▶ [What is being asked]:
Filter the entries for lines with the word "down".

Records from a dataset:
-.-.-

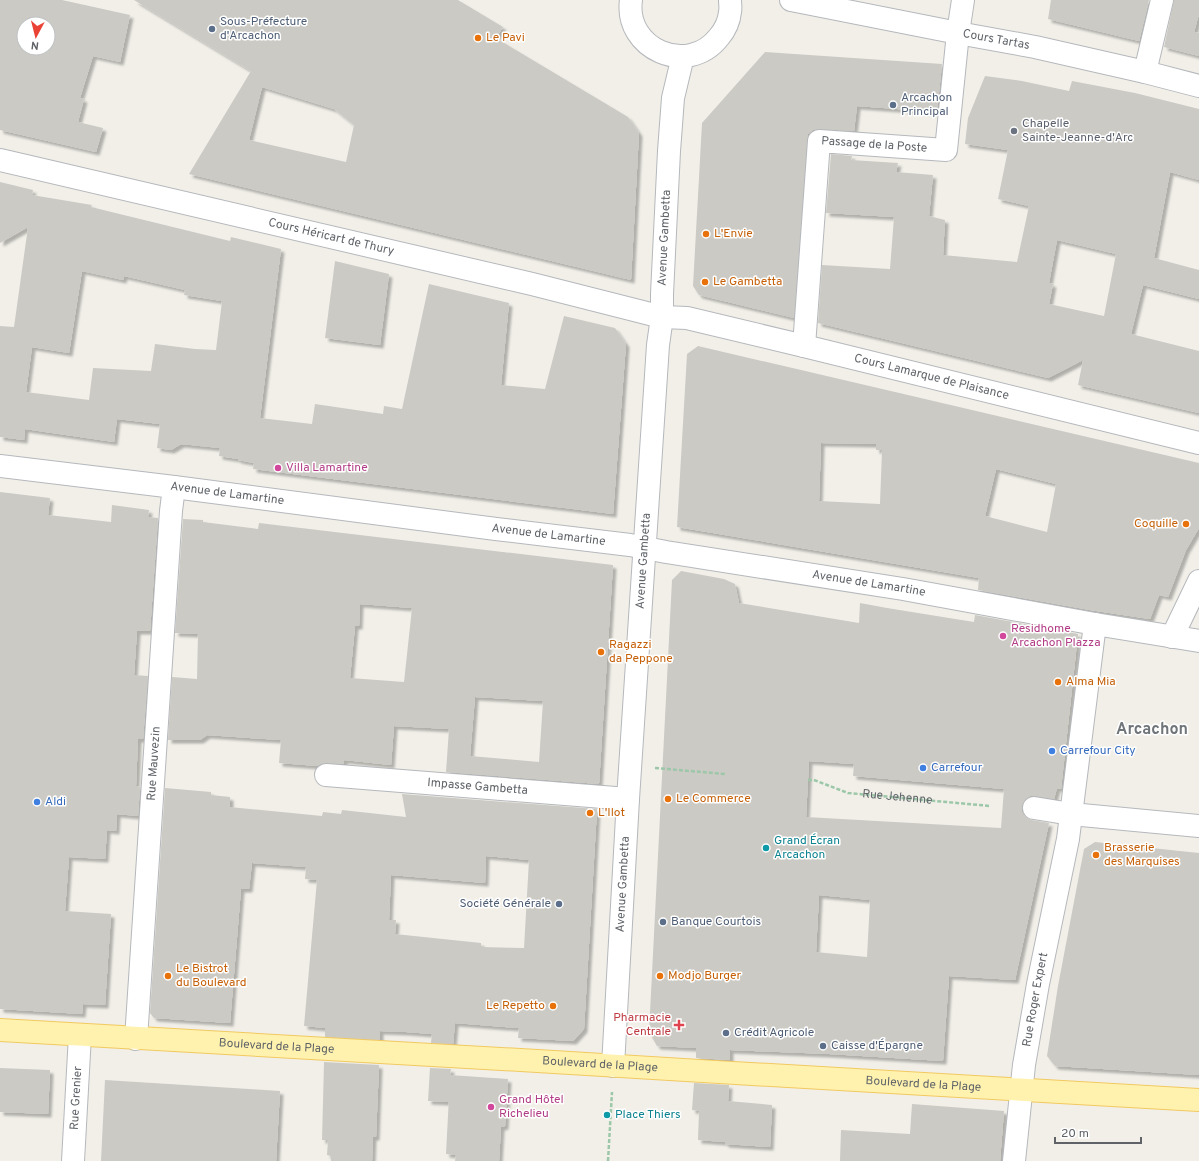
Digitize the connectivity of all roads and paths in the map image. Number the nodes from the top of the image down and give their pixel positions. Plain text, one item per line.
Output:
1 (630, 0) edge
2 (730, 0) edge
3 (791, 0) edge
4 (963, 0) edge
5 (1162, 0) edge
6 (958, 33) junction
7 (683, 56) junction
8 (1145, 72) junction
9 (1199, 86) edge
10 (0, 160) edge
11 (662, 317) junction
12 (804, 346) junction
13 (1199, 443) edge
14 (0, 466) edge
15 (174, 488) junction
16 (644, 548) junction
17 (1199, 581) edge
18 (1095, 624) junction
19 (1172, 637) junction
20 (1199, 642) edge
21 (659, 768) dead end
22 (725, 774) dead end
23 (326, 775) dead end
24 (808, 780) dead end
25 (628, 799) junction
26 (990, 806) dead end
27 (1034, 808) dead end
28 (1071, 814) junction
29 (1199, 826) edge
30 (0, 1030) edge
31 (80, 1035) junction
32 (136, 1039) junction
33 (613, 1066) junction
34 (1020, 1091) junction
35 (1199, 1100) edge
36 (73, 1161) edge
37 (608, 1161) edge
38 (1014, 1161) edge

1 - 7 street
2 - 7 street
3 - 6 street, Cours Tartas
4 - 6 street
5 - 8 street
6 - 8 street, Cours Tartas
6 - 12 street, Passage de la Poste
7 - 11 street, Avenue Gambetta
8 - 9 street, Cours Tartas
10 - 11 street, Cours Héricart de Thury
11 - 12 street, Cours Lamarque de Plaisance
11 - 16 street, Avenue Gambetta
12 - 13 street, Cours Lamarque de Plaisance
14 - 15 street, Avenue de Lamartine
15 - 16 street, Avenue de Lamartine
15 - 32 street, Rue Mauvezin
16 - 18 street, Avenue de Lamartine
16 - 25 street, Avenue Gambetta
17 - 19 street
18 - 19 street, Avenue de Lamartine
18 - 28 street, Rue Roger Expert
19 - 20 street, Avenue de Lamartine
21 - 22 path
23 - 25 street, Impasse Gambetta
24 - 26 path, Rue Jehenne
25 - 33 street, Avenue Gambetta
27 - 28 street
28 - 29 street
28 - 34 street, Rue Roger Expert
30 - 31 main road, Boulevard de la Plage
31 - 32 main road, Boulevard de la Plage
31 - 36 street, Rue Grenier
32 - 33 main road, Boulevard de la Plage
33 - 34 main road, Boulevard de la Plage
33 - 37 path
34 - 35 main road, Boulevard de la Plage
34 - 38 street, Rue Roger Expert

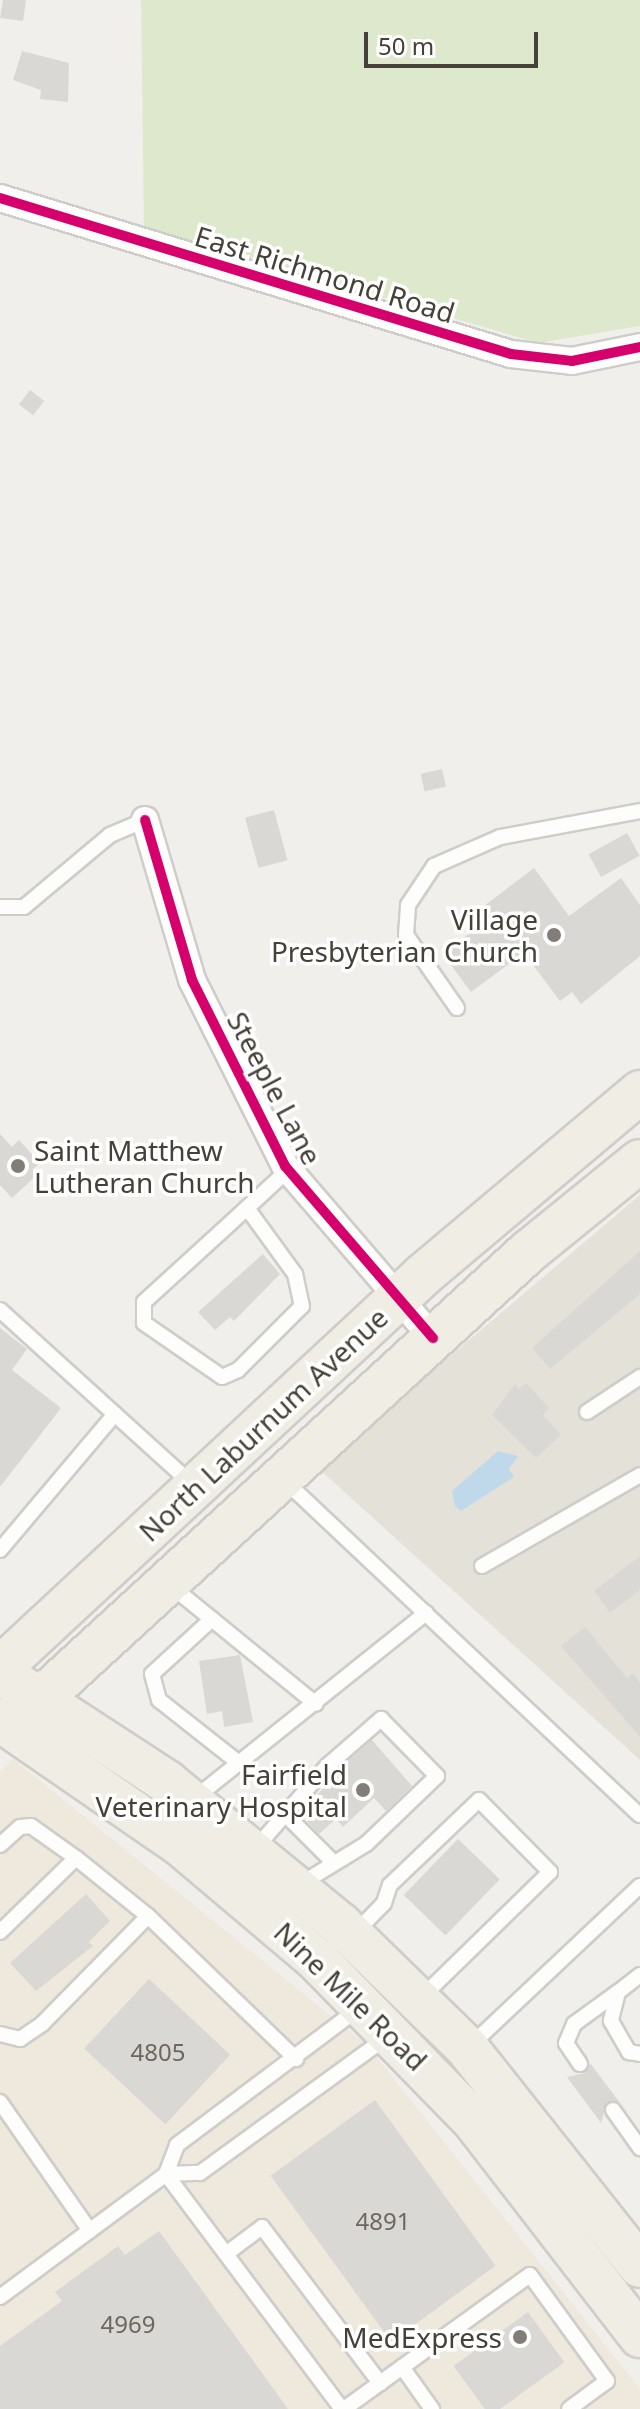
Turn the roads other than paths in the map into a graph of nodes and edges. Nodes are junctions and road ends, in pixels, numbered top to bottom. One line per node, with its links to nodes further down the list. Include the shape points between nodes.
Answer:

-.-.-

▶ [Answer to this task]:
Digitize the connectivity of all roads and paths in the map image. Number the nodes from the top of the image down and give their pixel positions. Plain text, one item per line.
Turn the roads other than paths in the map into a graph of nodes and edges. Nodes are junctions and road ends, in pixels, numbered top to bottom. One line per node, with its links to nodes further down the list. Include the shape points between nodes.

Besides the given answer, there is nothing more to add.